The deal maintained a voluntary system of pledges under which each country submitted its own goals to limit greenhouse gas emissions, yet failed to require any penalties for countries that did not live up to their end of the bargain. Even if all of the participating nations kept their promises, experts said their actions would lead to an expected warming of 3.5°C (6.3°F), far above the accords’ 1.5°C to 2°C (2.7°F-3.6°F) goal. The deal also didn’t consider how to handle the election of politicians, funded by the fossil fuel industry, who would seek to hinder the attainment of these benchmark goals.

In five years, world leaders will come back to the table. They’ll discuss the successes achieved (or failed to achieve) and set more ambitious targets for the future. Perhaps then, additional — and more concrete steps — will be put into place.

In the meantime, as members of the world community, we have a role to play as well. It is our job to stay informed, help business and political leaders achieve these goals and embrace even more productive ones. We must make an effort to alter our own habits in ways that benefit, rather than harm, the environment. It’s easy to feel overwhelmed by the immense nature of the problem that is climate change. But I’ve found that action, even when taken in small steps, can push us in the right direction and set an example for others.

Here are some ideas:

* Learn more about the world. Read trusted news sources, books and magazines that cover the environment and encourage other publications to dedicate resources to the topic. Travel, explore, be in nature. Discover how ecosystems work — and the ramifications of drastic change on the environment. Participate in cleanups in your neighborhood, forests or beaches.

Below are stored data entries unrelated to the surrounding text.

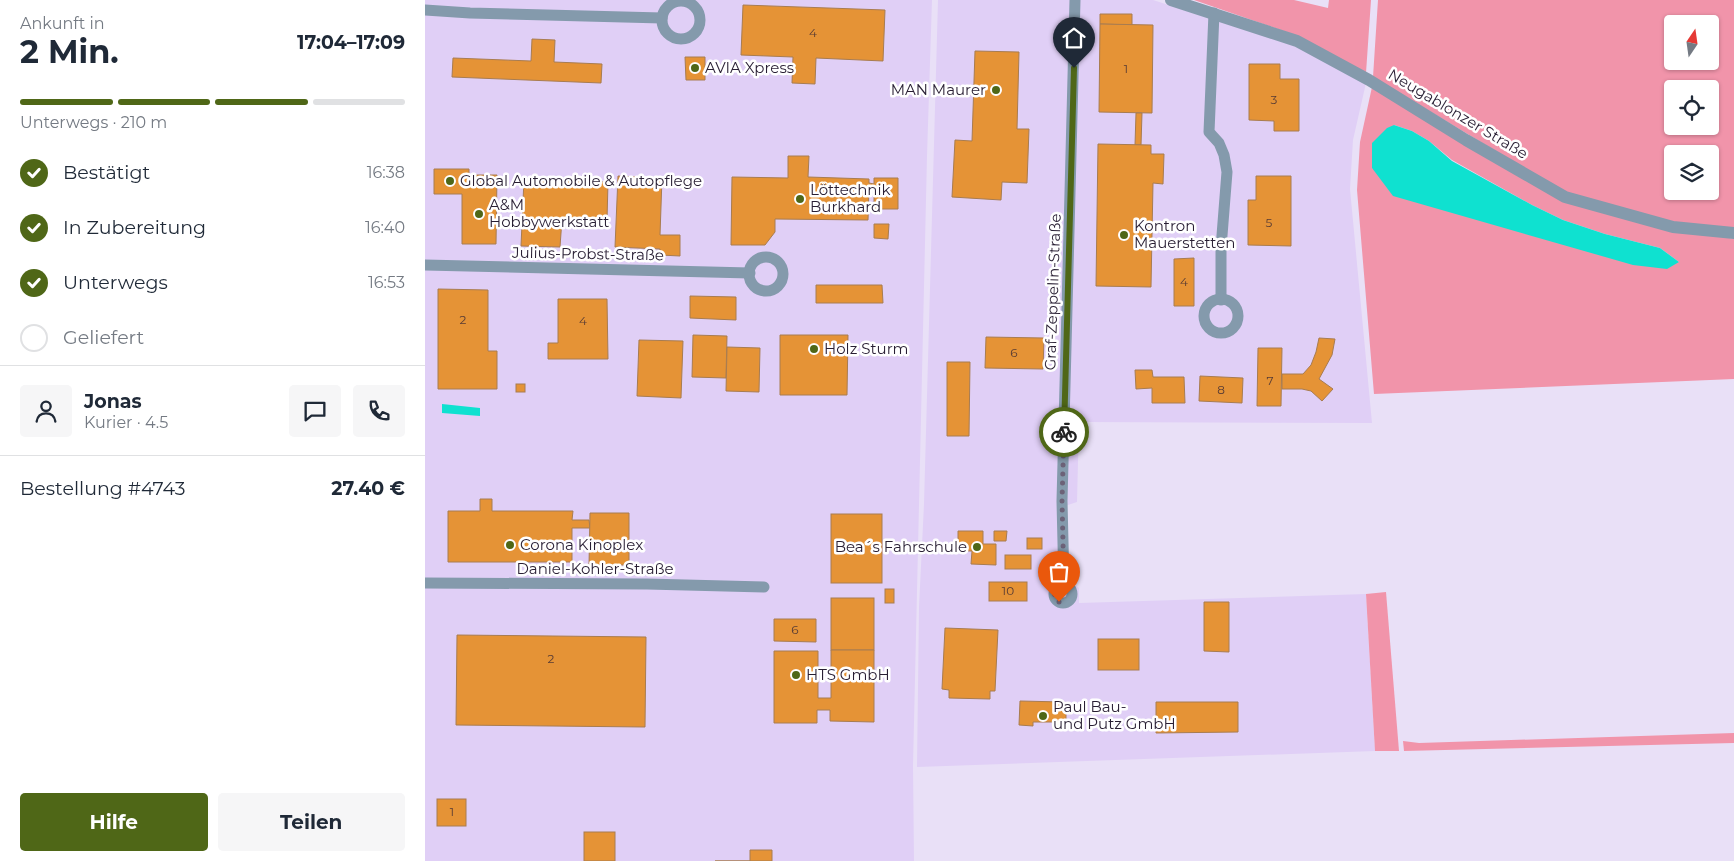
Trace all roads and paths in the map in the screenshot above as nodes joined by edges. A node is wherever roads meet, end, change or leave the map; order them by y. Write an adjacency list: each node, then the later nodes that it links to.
1 (1075, 0): 11 (street, Graf-Zeppelin-Straße)
2 (1171, 0): 4 (street, Neugablonzer Straße)
3 (425, 10): 5 (street)
4 (1214, 13): 6 (street, Neugablonzer Straße); 9 (street)
5 (662, 18)
6 (1734, 233)
7 (425, 265): 8 (street, Julius-Probst-Straße)
8 (749, 273)
9 (1221, 300)
10 (425, 583): 12 (street, Daniel-Kohler-Straße)
11 (1064, 584)
12 (764, 587)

* Vote. You have the ability to choose the people in power, both on a local and national level. If you don’t vote, you have no voice.

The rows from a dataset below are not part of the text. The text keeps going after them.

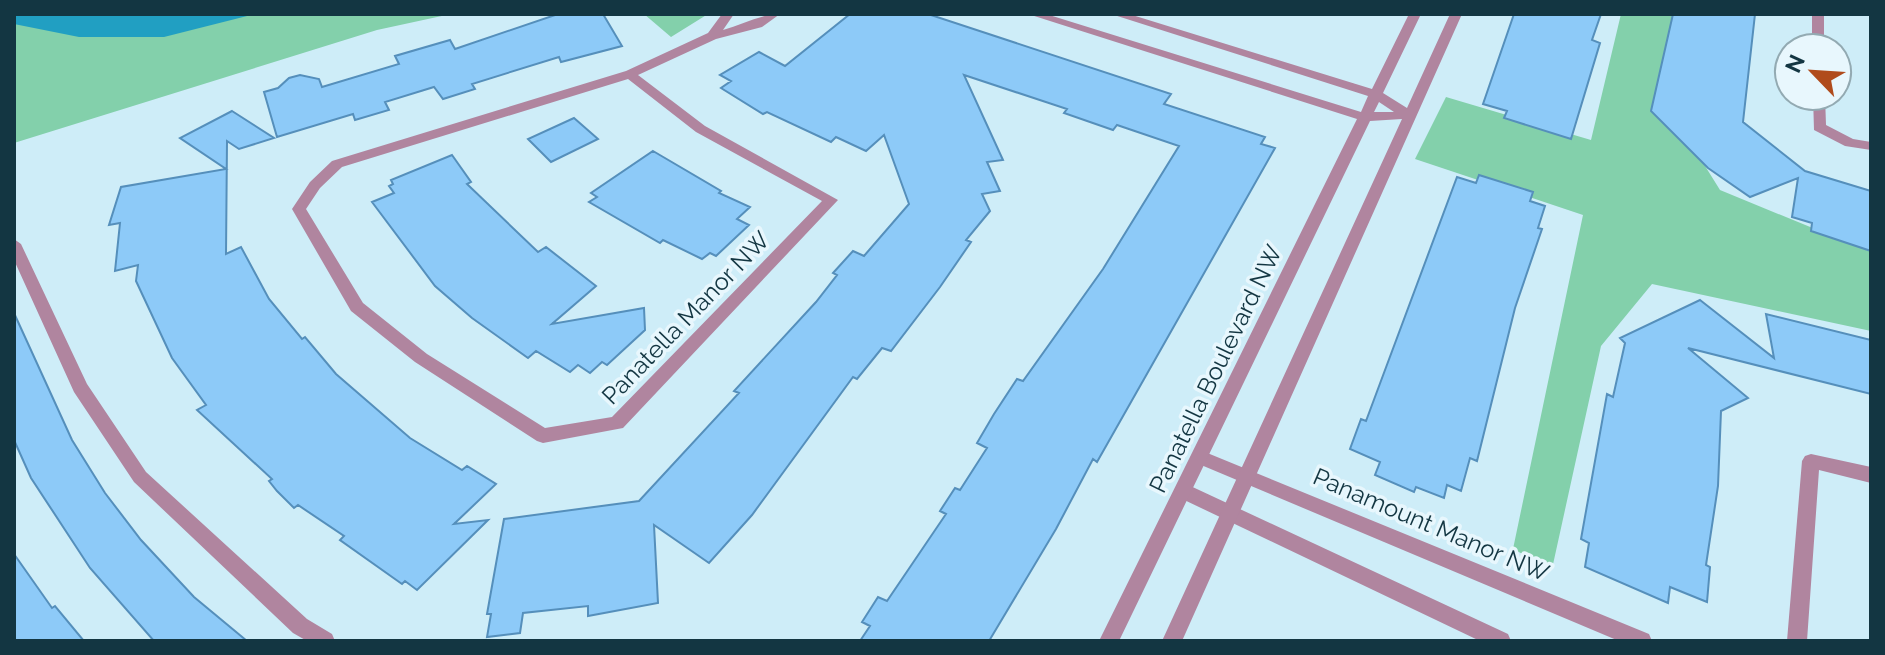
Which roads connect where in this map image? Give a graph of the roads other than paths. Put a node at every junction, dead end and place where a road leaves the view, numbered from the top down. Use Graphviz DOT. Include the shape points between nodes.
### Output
graph roads {
  1 [pos="728,14"];
  2 [pos="774,14"];
  3 [pos="1034,14"];
  4 [pos="1117,14"];
  5 [pos="1415,14"];
  6 [pos="1456,14"];
  7 [pos="712,36"];
  8 [pos="630,74"];
  9 [pos="1375,94"];
  10 [pos="1819,112"];
  11 [pos="1408,115"];
  12 [pos="1364,117"];
  13 [pos="1871,146"];
  14 [pos="14,244"];
  15 [pos="1200,457"];
  16 [pos="1871,475"];
  17 [pos="1248,477"];
  18 [pos="1184,491"];
  19 [pos="1232,513"];
  20 [pos="325,641"];
  21 [pos="1109,641"];
  22 [pos="1172,641"];
  23 [pos="1501,641"];
  24 [pos="1642,641"];
  25 [pos="1797,641"];
  1 -- 7 [label="street, Panatella Manor NW"];
  2 -- 7 [label="street, Panatella Manor NW" via="758,24"];
  3 -- 12 [label="street"];
  4 -- 9 [label="street"];
  5 -- 9 [label="street, Panatella Boulevard NW"];
  6 -- 11 [label="street"];
  7 -- 8 [label="street, Panatella Manor NW"];
  8 -- 8 [label="street, Panatella Manor NW" via="668,110 831,200 617,423 543,436 421,358 357,307 299,209 337,164"];
  9 -- 11 [label="street"];
  9 -- 12 [label="street, Panatella Boulevard NW"];
  10 -- 13 [label="street" via="1819,127 1850,143"];
  11 -- 12 [label="street"];
  11 -- 17 [label="street"];
  12 -- 15 [label="street, Panatella Boulevard NW"];
  14 -- 20 [label="street" via="80,387 140,477 300,626"];
  15 -- 17 [label="street, Panamount Manor NW"];
  15 -- 18 [label="street, Panatella Boulevard NW"];
  16 -- 25 [label="street" via="1811,461"];
  17 -- 19 [label="street"];
  17 -- 24 [label="street, Panamount Manor NW"];
  18 -- 19 [label="street"];
  18 -- 21 [label="street, Panatella Boulevard NW"];
  19 -- 22 [label="street"];
  19 -- 23 [label="street"];
}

* Put your money where your mouth is. Invest in renewable energy sources. Consume fewer goods and buy local whenever possible. Use more energy efficient transportation options and appliances. Donate to reputable environmental groups. Use birth control. Adopt a pet and spay/neuter. Plant trees.

* Determine your carbon footprint, and if you can afford it, offset it. Urge individuals, businesses and governments to do so as well. Also consider taking steps to lighten your individual impact. In the interest of transparency, here’s mine:

carbon tax

* Change eating habits. Adopt a more plant-based diet. You don’t have to go vegetarian or vegan (though either option may suit your lifestyle). Simply consume fewer meat products, particularly beef, and pay attention to what’s in your food. As writer Michael Pollan suggested: “Eat food, not too much, mostly plants.”

* Waste less. Instead of trashing items you no longer want, find ways to fix, recycle, reuse or donate them. Compost food scraps rather than throwing them away. Avoid using disposable plastic. Never litter.

* Educate the next generation. When I was a child, my town began a recycling program. At the time, recycling plastic, paper and cardboard was a completely foreign concept. Over time, though, it became a habit and then a way of life. If we teach future generations to embrace alternative energy sources and practice “greener” lifestyles, it will become second nature to them.

* Make your thoughts known. Write to companies and encourage them to change their business practices. If they won’t, take your business elsewhere. Sign petitions, attend protests, rally your community. Contact political representatives and members of the media. Share stories about the effects of climate change on social media sites, and offer your own solutions on how to make positive changes. Who knows? You may have the next big idea that could change the world.